───── Data listing

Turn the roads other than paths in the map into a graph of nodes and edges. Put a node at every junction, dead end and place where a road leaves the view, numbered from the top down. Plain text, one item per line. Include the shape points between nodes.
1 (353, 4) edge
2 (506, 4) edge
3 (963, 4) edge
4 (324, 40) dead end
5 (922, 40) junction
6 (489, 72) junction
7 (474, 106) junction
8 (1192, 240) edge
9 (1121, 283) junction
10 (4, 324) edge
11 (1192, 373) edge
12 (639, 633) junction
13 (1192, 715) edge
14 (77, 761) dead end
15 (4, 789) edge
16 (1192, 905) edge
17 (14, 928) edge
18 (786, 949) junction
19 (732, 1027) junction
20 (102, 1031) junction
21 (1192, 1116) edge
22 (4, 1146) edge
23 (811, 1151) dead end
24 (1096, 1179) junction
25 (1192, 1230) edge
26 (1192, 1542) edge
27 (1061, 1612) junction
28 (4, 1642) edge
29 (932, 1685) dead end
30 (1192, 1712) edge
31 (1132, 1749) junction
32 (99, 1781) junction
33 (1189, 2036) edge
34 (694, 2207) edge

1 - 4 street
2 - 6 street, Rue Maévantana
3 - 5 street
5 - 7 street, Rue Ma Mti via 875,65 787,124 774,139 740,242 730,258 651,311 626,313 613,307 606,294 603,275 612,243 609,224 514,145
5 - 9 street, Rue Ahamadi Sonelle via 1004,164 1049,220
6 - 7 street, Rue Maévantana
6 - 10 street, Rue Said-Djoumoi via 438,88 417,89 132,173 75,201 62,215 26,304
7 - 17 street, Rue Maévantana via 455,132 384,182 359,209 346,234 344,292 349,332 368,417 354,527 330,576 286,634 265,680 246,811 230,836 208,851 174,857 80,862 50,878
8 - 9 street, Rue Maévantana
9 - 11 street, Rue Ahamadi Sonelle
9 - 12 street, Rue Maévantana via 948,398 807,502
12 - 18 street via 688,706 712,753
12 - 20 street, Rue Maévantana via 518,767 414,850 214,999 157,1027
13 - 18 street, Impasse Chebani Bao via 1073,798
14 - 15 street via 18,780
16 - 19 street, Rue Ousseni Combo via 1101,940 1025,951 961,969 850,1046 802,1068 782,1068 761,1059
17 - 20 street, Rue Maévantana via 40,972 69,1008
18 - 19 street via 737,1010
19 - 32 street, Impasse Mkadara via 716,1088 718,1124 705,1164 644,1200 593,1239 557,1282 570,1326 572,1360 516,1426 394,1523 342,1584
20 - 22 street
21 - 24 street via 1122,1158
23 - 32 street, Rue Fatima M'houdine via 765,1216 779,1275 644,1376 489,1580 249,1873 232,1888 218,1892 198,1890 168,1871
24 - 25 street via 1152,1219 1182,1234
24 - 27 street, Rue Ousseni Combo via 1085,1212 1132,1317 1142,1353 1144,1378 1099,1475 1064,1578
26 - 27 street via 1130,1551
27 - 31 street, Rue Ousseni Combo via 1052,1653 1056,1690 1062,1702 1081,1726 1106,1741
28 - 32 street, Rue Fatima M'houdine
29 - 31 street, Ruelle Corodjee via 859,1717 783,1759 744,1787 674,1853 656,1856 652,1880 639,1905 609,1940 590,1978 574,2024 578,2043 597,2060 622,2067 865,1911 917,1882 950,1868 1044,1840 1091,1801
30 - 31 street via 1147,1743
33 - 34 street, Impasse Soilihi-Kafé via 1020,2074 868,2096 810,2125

──────────

**Task details**
Copy every single line of the material above that holds "Fatima".

**Exercise output**
23 - 32 street, Rue Fatima M'houdine via 765,1216 779,1275 644,1376 489,1580 249,1873 232,1888 218,1892 198,1890 168,1871
28 - 32 street, Rue Fatima M'houdine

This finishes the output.